-- Dataset follows --

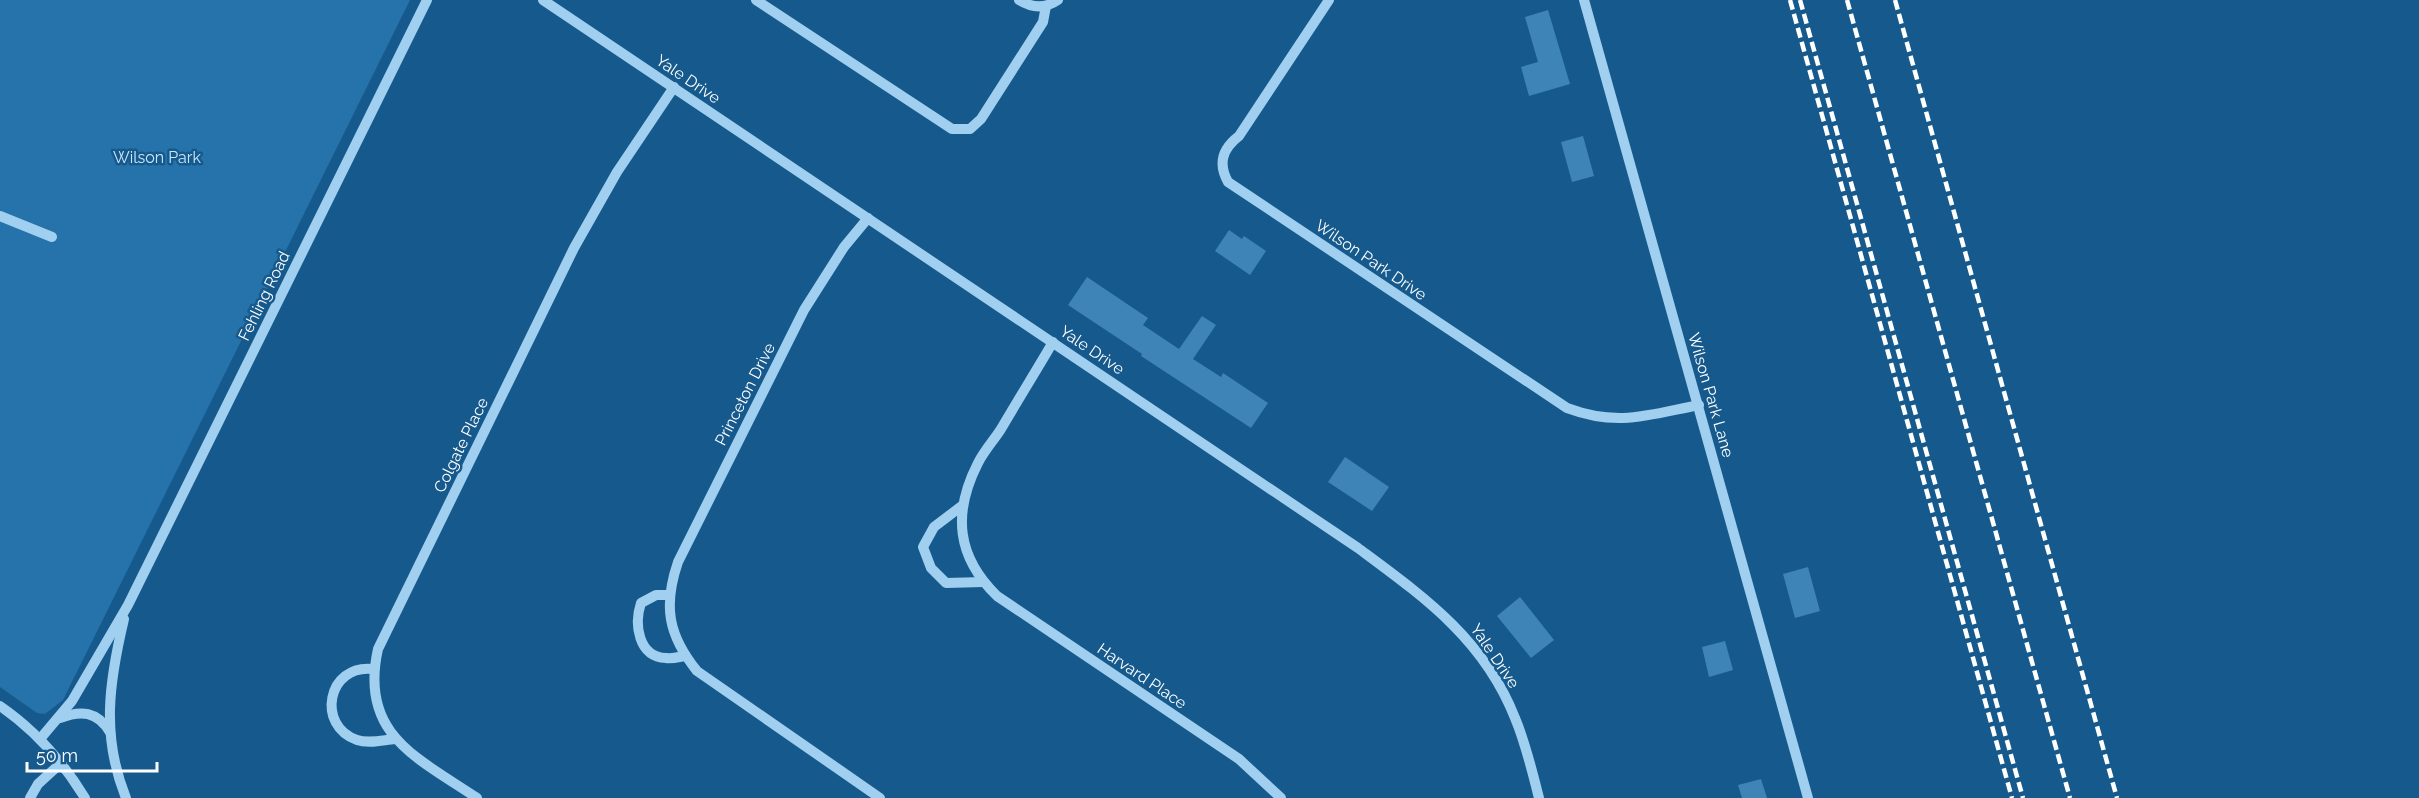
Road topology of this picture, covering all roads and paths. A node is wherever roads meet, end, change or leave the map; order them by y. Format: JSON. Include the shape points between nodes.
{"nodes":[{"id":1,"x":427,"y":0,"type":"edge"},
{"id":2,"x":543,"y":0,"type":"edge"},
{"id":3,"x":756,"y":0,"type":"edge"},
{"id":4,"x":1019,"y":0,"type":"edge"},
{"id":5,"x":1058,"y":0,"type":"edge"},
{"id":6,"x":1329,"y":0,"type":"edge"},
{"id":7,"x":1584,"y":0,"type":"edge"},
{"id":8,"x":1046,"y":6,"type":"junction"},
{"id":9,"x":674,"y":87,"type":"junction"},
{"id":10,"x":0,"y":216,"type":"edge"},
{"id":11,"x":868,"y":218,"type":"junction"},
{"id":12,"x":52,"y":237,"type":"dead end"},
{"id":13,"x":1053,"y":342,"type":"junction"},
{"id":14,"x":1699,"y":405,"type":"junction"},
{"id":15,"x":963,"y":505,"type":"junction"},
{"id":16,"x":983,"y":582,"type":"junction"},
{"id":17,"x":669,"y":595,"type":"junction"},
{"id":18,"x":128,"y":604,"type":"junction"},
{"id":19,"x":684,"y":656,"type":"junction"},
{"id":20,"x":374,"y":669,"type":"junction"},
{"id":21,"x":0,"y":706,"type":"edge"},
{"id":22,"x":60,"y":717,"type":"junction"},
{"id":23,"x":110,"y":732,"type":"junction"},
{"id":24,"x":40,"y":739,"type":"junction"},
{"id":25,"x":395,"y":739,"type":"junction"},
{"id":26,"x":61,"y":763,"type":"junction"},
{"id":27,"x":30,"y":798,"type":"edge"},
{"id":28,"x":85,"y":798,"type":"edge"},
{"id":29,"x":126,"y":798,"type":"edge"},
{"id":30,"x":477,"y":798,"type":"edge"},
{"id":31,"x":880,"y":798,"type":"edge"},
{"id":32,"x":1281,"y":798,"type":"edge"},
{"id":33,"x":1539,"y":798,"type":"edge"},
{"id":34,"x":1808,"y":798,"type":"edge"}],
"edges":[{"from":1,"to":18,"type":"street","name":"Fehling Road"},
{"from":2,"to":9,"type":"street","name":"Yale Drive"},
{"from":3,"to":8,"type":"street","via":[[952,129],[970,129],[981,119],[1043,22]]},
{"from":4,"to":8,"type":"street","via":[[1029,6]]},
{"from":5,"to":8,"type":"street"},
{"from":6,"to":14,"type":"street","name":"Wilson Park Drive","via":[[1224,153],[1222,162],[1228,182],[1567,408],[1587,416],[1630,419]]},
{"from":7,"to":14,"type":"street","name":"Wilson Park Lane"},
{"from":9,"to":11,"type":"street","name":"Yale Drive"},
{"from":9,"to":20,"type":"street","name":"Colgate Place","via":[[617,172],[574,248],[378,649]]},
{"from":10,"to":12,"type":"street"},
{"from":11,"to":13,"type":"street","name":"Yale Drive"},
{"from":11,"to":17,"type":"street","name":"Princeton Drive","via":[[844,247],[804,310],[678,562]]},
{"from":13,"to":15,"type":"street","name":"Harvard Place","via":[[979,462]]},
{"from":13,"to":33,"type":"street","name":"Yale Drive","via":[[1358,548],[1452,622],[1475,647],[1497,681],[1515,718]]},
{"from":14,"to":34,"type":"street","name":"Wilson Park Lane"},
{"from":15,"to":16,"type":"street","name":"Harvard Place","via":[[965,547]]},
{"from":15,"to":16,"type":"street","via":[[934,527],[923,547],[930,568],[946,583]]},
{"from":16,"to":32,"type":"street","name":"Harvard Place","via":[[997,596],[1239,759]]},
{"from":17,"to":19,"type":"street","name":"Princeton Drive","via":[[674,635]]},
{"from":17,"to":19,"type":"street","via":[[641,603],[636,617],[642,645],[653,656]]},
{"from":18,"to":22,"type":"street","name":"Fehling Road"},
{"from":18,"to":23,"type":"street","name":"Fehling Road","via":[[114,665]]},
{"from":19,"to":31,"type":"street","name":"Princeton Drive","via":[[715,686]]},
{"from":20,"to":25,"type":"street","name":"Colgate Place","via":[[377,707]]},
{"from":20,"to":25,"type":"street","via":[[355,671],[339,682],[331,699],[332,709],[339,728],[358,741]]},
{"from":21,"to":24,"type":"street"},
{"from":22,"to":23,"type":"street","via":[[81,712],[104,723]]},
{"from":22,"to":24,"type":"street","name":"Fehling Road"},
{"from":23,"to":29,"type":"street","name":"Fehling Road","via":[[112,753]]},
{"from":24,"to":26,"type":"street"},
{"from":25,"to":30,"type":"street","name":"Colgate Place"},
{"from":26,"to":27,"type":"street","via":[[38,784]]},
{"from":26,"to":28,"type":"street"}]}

-- Dataset concluded --

* Requirement *
Scan the lines above for the word "nodes". Return each one that has it.

* Task answer *
Road topology of this picture, covering all roads and paths. A node is wherever roads meet, end, change or leave the map; order them by y. Format: JSON. Include the shape points between nodes.
{"nodes":[{"id":1,"x":427,"y":0,"type":"edge"},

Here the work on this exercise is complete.